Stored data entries
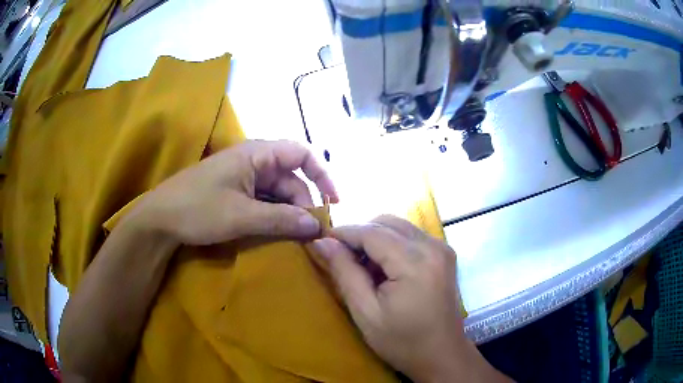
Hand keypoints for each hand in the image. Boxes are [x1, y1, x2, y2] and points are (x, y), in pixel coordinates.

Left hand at [133, 140, 337, 244]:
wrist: (160, 219)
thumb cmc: (198, 209)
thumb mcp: (241, 216)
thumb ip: (281, 219)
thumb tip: (317, 226)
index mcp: (256, 154)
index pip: (302, 153)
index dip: (322, 174)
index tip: (334, 201)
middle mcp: (253, 161)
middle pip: (291, 177)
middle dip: (304, 203)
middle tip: (311, 233)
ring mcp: (243, 177)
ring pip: (278, 192)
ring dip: (289, 212)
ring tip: (297, 236)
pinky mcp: (235, 192)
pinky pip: (263, 200)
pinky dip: (274, 215)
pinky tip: (278, 232)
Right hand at [312, 216, 509, 382]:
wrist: (442, 355)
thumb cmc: (402, 341)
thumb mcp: (365, 312)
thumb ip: (344, 272)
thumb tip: (322, 242)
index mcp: (415, 262)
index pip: (372, 232)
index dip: (344, 232)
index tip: (322, 240)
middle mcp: (433, 246)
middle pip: (387, 222)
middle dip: (360, 234)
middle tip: (342, 257)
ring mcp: (442, 248)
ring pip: (399, 227)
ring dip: (376, 238)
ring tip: (362, 266)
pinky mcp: (445, 254)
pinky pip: (411, 237)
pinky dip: (392, 244)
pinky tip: (384, 268)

Exercise requirements:
Output all the records above again exactly, with the pictures dropped.

Completed task:
Hand keypoints for each hand in the image. Boxes are [x1, y1, x2, y2] and points are (x, y), in pixel coordinates.

Left hand at [133, 140, 337, 244]:
wrist: (160, 219)
thumb cmc: (198, 209)
thumb mcp: (241, 216)
thumb ip: (281, 219)
thumb tip: (317, 226)
index mcp: (256, 154)
index pip: (302, 153)
index dip: (322, 174)
index tip: (334, 201)
middle mcp: (253, 161)
middle pip: (291, 177)
middle dip: (304, 203)
middle tip: (311, 233)
ring mcp: (243, 177)
ring pip: (278, 192)
ring dip: (289, 212)
ring tip: (297, 236)
pinky mcp: (235, 192)
pinky pip: (263, 200)
pinky dip: (274, 215)
pinky tip: (278, 232)
Right hand at [312, 216, 509, 382]:
wrist: (442, 355)
thumb cmc: (402, 341)
thumb mcp: (365, 312)
thumb ip: (344, 272)
thumb tip: (322, 242)
index mcp: (415, 262)
index pip: (372, 232)
index dip: (344, 232)
index tip: (322, 240)
middle mcp: (433, 246)
middle pip: (387, 222)
middle dip: (360, 234)
middle tip: (342, 257)
ring mcp: (442, 248)
ring pip: (399, 227)
ring dip: (376, 238)
ring tip: (362, 266)
pinky mcp: (445, 254)
pinky pip: (411, 237)
pinky dip: (392, 244)
pinky tip: (384, 268)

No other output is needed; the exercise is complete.